PS： I've seriously written about 100 Multiple original articles , Hand brush 200 Daoli is the subject , All published in labuladong A copy of the algorithm , Continuous updating . Recommended collection , Write the title in the order of my article , Master all kinds of algorithm set, then put into the sea of questions, like fish .

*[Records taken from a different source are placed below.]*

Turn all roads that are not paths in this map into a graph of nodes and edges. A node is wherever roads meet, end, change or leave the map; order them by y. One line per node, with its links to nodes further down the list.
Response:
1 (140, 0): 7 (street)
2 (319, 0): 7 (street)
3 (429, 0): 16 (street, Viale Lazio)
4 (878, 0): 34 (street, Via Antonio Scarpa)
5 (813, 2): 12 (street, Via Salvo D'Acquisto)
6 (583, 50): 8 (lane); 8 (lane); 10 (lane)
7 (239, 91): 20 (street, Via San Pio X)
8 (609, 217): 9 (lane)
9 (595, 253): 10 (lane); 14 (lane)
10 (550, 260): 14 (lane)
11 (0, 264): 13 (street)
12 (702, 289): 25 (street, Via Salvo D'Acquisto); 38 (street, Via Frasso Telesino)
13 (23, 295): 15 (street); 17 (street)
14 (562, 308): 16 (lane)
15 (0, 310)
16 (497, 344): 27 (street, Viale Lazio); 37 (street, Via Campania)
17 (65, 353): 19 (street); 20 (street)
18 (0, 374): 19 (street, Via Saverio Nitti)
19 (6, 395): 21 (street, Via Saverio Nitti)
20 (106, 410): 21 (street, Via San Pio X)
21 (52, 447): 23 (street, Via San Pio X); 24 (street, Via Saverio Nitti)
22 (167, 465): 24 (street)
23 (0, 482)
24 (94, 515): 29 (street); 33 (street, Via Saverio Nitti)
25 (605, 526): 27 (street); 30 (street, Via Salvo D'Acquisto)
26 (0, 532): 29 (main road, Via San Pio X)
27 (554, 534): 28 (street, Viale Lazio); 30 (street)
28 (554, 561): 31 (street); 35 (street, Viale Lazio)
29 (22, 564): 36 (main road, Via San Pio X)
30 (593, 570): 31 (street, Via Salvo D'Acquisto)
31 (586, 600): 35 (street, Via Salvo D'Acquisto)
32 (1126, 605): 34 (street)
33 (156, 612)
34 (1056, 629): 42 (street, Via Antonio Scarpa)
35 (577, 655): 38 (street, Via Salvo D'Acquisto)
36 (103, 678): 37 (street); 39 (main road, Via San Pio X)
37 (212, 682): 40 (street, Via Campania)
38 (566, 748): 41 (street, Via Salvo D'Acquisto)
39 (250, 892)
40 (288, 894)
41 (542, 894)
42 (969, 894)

In fact, this code is a brute force solution , We can go through memos or DP table To optimize time complexity , For example, as described above DP table To solve ：

``````def longestCommonSubsequence(str1, str2) -> int:
m, n = len(str1), len(str2)
#  structure  DP table  and  base case
dp = [ * (n + 1) for _ in range(m + 1)]
#  Make a state transition
for i in range(1, m + 1):
for j in range(1, n + 1):
if str1[i - 1] == str2[j - 1]:
#  Find one  lcs  The characters in
dp[i][j] = 1 + dp[i-1][j-1]
else:
dp[i][j] = max(dp[i-1][j], dp[i][j-1])

return dp[-1][-1]
``````

### Two 、 Troubleshooting

about `s1[i]` and `s2[j]` Unequal situation , At least one The character is not in `lcs` in , Is it possible that neither character is there ？ For example, the following situation ： So whether the code should consider this situation , To such ：

``````if str1[i - 1] == str2[j - 1]:
# ...
else:
dp[i][j] = max(dp[i-1][j],
dp[i][j-1],
dp[i-1][j-1])
``````

I had this suspicion at the beginning , In fact, it can be changed in this way , You can also get the right answer , But it's unnecessary , because `dp[i-1][j-1]` Always the smallest of the three ,max It's impossible to get it at all .

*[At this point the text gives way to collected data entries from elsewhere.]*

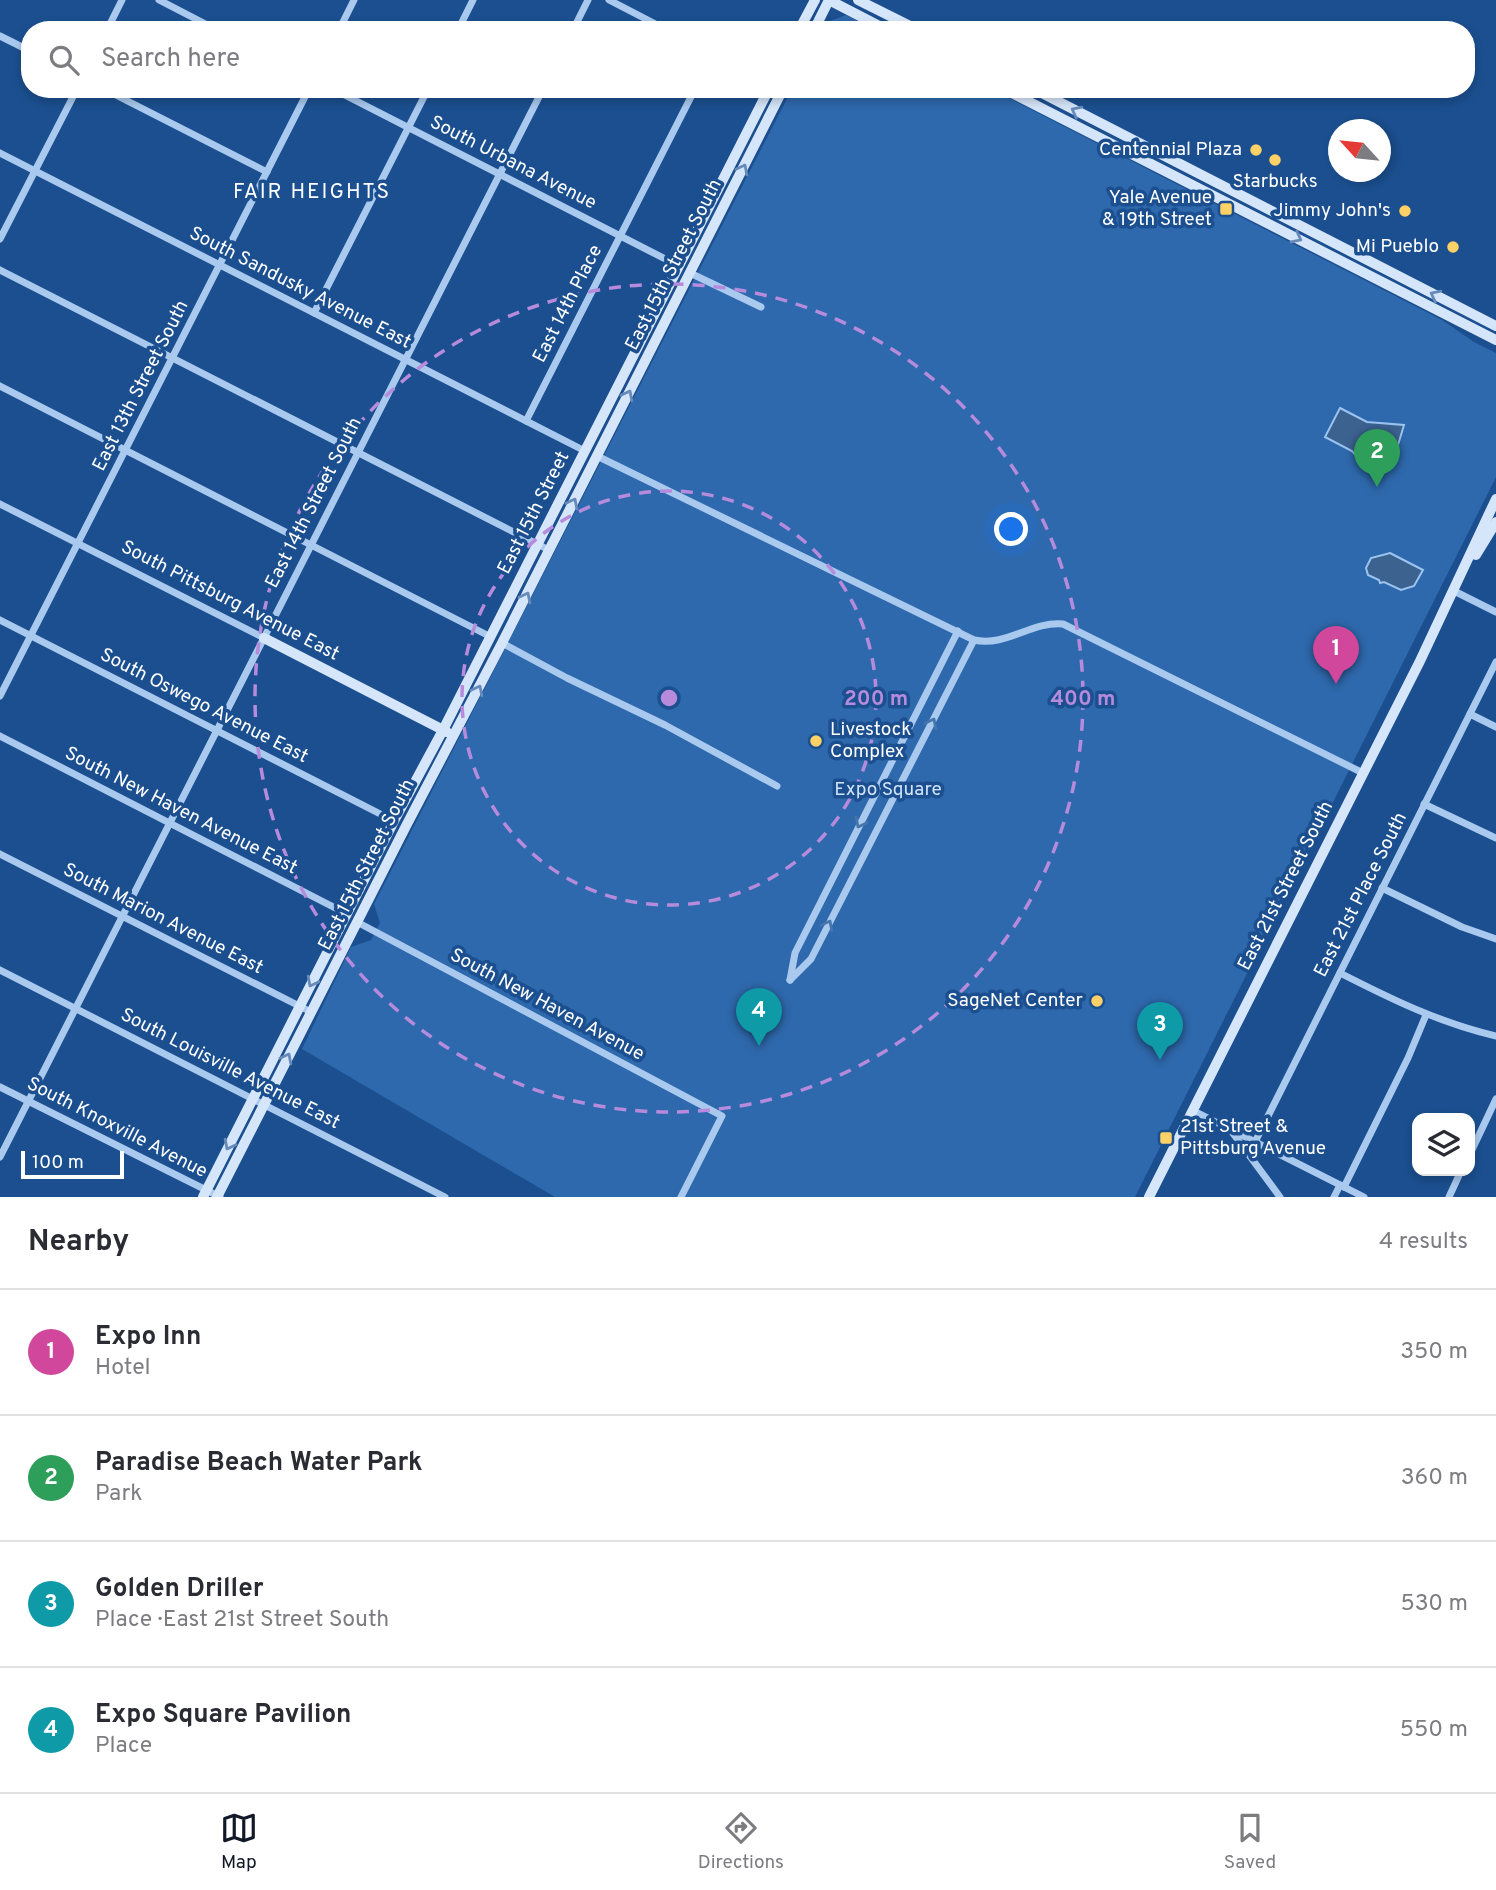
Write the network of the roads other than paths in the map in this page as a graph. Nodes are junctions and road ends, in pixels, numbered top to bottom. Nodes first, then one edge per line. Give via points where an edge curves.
1 (122, 0) edge
2 (159, 0) edge
3 (354, 0) edge
4 (473, 0) edge
5 (588, 0) edge
6 (609, 0) edge
7 (815, 0) edge
8 (829, 0) edge
9 (858, 0) edge
10 (112, 21) edge
11 (200, 21) edge
12 (344, 21) edge
13 (462, 21) edge
14 (578, 21) edge
15 (650, 21) edge
16 (804, 21) edge
17 (818, 21) edge
18 (870, 21) edge
19 (900, 21) edge
20 (0, 36) edge
21 (21, 46) edge
22 (72, 98) edge
23 (122, 98) edge
24 (304, 98) edge
25 (351, 98) edge
26 (423, 98) edge
27 (538, 98) edge
28 (690, 98) edge
29 (764, 98) edge
30 (778, 98) edge
31 (1022, 98) edge
32 (1051, 98) edge
33 (408, 127) junction
34 (1117, 132) junction
35 (1111, 144) junction
36 (0, 153) edge
37 (35, 171) junction
38 (267, 172) junction
39 (1198, 173) junction
40 (500, 174) junction
41 (1192, 185) junction
42 (1261, 206) junction
43 (1255, 217) junction
44 (621, 235) junction
45 (0, 239) edge
46 (1345, 248) junction
47 (1338, 260) junction
48 (220, 265) junction
49 (679, 266) junction
50 (0, 270) edge
51 (690, 273) junction
52 (761, 307) dead end
53 (314, 313) junction
54 (1496, 326) edge
55 (1496, 340) edge
56 (173, 358) junction
57 (405, 359) junction
58 (0, 386) edge
59 (526, 421) junction
60 (126, 450) junction
61 (585, 451) junction
62 (357, 453) junction
63 (597, 456) junction
64 (1496, 499) edge
65 (0, 504) edge
66 (1496, 522) edge
67 (78, 544) junction
68 (538, 544) junction
69 (311, 545) junction
70 (549, 550) junction
71 (515, 590) joint
72 (1454, 591) junction
73 (1496, 612) edge
74 (0, 620) edge
75 (958, 631) junction
76 (31, 635) junction
77 (491, 637) junction
78 (264, 638) junction
79 (974, 640) junction
80 (502, 643) junction
81 (1496, 662) edge
82 (0, 696) edge
83 (1470, 714) junction
84 (1496, 727) edge
85 (217, 730) junction
86 (443, 730) junction
87 (0, 736) edge
88 (454, 736) junction
89 (1363, 774) junction
90 (777, 786) dead end
91 (1424, 804) junction
92 (394, 821) junction
93 (170, 823) junction
94 (406, 826) junction
95 (1496, 838) edge
96 (0, 854) edge
97 (1382, 888) junction
98 (347, 914) junction
99 (123, 916) junction
100 (357, 922) junction
101 (1496, 939) edge
102 (0, 970) edge
103 (1340, 973) junction
104 (300, 1006) junction
105 (75, 1009) junction
106 (311, 1012) junction
107 (1426, 1015) junction
108 (1496, 1036) edge
109 (0, 1087) edge
110 (253, 1099) junction
111 (1496, 1099) edge
112 (28, 1101) junction
113 (264, 1104) junction
114 (1192, 1110) junction
115 (1229, 1128) junction
116 (1255, 1142) junction
117 (1475, 1143) edge
118 (0, 1157) edge
119 (1459, 1176) edge
120 (1342, 1186) junction
121 (204, 1194) edge
122 (218, 1197) edge
123 (445, 1197) edge
124 (681, 1197) edge
125 (1149, 1197) edge
126 (1280, 1197) edge
127 (1334, 1197) edge
128 (1364, 1197) edge
129 (1449, 1197) edge

1 - 10 street
2 - 11 street
3 - 12 street
4 - 13 street
5 - 14 street
6 - 15 street
7 - 16 main road
8 - 17 main road
8 - 18 main road
9 - 19 main road
20 - 21 street
22 - 37 street
23 - 38 street
24 - 38 street, East 13th Street South
25 - 33 street, South Urbana Avenue
26 - 33 street
27 - 40 street, East 14th Street South
28 - 44 street, East 14th Place
29 - 49 main road, East 15th Street South
51 -> 30 main road, East 15th Street South
31 - 35 main road
34 -> 32 main road
33 - 40 street, South Urbana Avenue
33 - 53 street
34 - 35 main road
34 - 39 main road
35 - 41 main road
36 - 37 street, South Sandusky Avenue East
37 - 45 street
37 - 48 street, South Sandusky Avenue East
38 - 48 street, East 13th Street South
39 - 41 main road
39 - 42 main road
40 - 44 street, South Urbana Avenue
40 - 57 street, East 14th Street South
41 - 43 main road
42 - 43 main road
42 - 46 main road
43 -> 47 main road
44 - 49 street, South Urbana Avenue
44 - 59 street, East 14th Place
46 - 47 main road
54 -> 46 main road
47 - 55 main road
48 - 53 street, South Sandusky Avenue East
48 - 56 street, East 13th Street South
49 - 51 main road
49 - 61 main road, East 15th Street South
50 - 56 street
51 - 52 street
63 -> 51 main road, East 15th Street South
53 - 57 street, South Sandusky Avenue East
56 - 60 street, East 13th Street South
56 - 62 street
57 - 59 street, South Sandusky Avenue East
57 - 62 street, East 14th Street South
58 - 60 street
59 - 61 street, South Sandusky Avenue East
60 - 67 street, East 13th Street South
60 - 69 street
61 - 63 main road
61 - 68 main road, East 15th Street
62 - 68 street
62 - 69 street, East 14th Street South
70 -> 63 main road, East 15th Street
63 - 75 street
64 - 72 main road, East 21st Street South
65 - 67 street, South Pittsburg Avenue East
66 - 72 main road, East 21st Street South
67 - 76 street, East 13th Street South
67 - 78 street, South Pittsburg Avenue East
68 - 70 street
68 - 71 main road, East 15th Street
69 - 77 street
69 - 78 street, East 14th Street South
80 -> 70 main road, East 15th Street South
71 - 77 main road, East 15th Street South
72 - 73 street
72 - 89 main road, East 21st Street South
74 - 76 street, South Oswego Avenue East
75 - 79 street
75 -> 79 street via 795,953 790,980 811,959
76 - 82 street, East 13th Street South
76 - 85 street, South Oswego Avenue East
77 - 80 main road
77 - 86 main road, East 15th Street South
78 - 85 street, East 14th Street South
78 - 86 main road, South Pittsburg Avenue East
79 - 89 street via 1006,640 1039,625 1063,624
88 -> 80 main road, East 15th Street South
80 - 90 street
81 - 83 street, East 21st Place South
83 - 84 street
83 - 91 street, East 21st Place South
85 - 92 street, South Oswego Avenue East
85 - 93 street, East 14th Street South
86 - 88 main road, South Pittsburg Avenue East
86 - 92 main road, East 15th Street South
87 - 93 street, South New Haven Avenue East
88 - 94 main road, East 15th Street South
89 - 114 main road, East 21st Street South
91 - 95 street
91 - 97 street, East 21st Place South
92 - 94 main road
92 - 98 main road, East 15th Street South
93 - 98 street, South New Haven Avenue East
93 - 99 street, East 14th Street South
94 - 100 main road, East 15th Street South
96 - 99 street, South Marion Avenue East
97 - 101 street
97 - 103 street, East 21st Place South
98 - 100 main road
98 -> 104 main road, East 15th Street South
99 - 104 street, South Marion Avenue East
99 - 105 street, East 14th Street South
100 - 106 main road, East 15th Street South
100 - 124 street, South New Haven Avenue via 722,1116
102 - 105 street, South Louisville Avenue East
103 - 107 street
103 - 116 street, East 21st Place South
104 - 106 street, South Marion Avenue East
104 - 110 main road, East 15th Street South
105 - 110 street, South Louisville Avenue East
105 - 112 street, East 14th Street South
113 -> 106 main road, East 15th Street South
107 - 108 street
107 - 120 street
109 - 112 street, South Knoxville Avenue
110 - 113 street, South Louisville Avenue East
110 -> 121 main road, East 15th Street South
111 - 117 street
112 - 118 street, East 14th Street South
112 - 121 street, South Knoxville Avenue
113 - 122 main road, East 15th Street South
113 - 123 street, South Louisville Avenue East
114 - 115 street
114 - 125 main road, East 21st Street South
115 - 116 street
115 - 126 street
116 - 120 street
119 - 129 street
120 - 127 street
120 - 128 street
121 - 122 street, South Knoxville Avenue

The reason is that we are very concerned about dp Definition of array ： about `s1[1..i]` and `s2[1..j]`, Their LCS The length is `dp[i][j]`. Look at it like this , obviously `dp[i-1][j-1]` Corresponding `lcs` The length cannot be larger than the first two cases , So there's no need to participate in the comparison .

### 3、 ... and 、 summary

For the dynamic programming of two strings , Generally speaking, it is defined as in this article DP table, Because there's a benefit to this definition , It's easy to write state transition equations ,`dp[i][j]` The state of can be derived from the previous state ： The way to find the state transition equation is , Think about what each state has 「 choice 」, As long as we can make the right choice with the right logic , The algorithm works correctly .

＿＿＿＿＿＿＿＿＿＿＿＿＿

my Online e-books Yes 100 Original articles , Hands with brushes 200 Daoli is the subject , Recommended collection ！ Corresponding GitHub Algorithm Repository We've got it 70k star, Welcome to mark star ！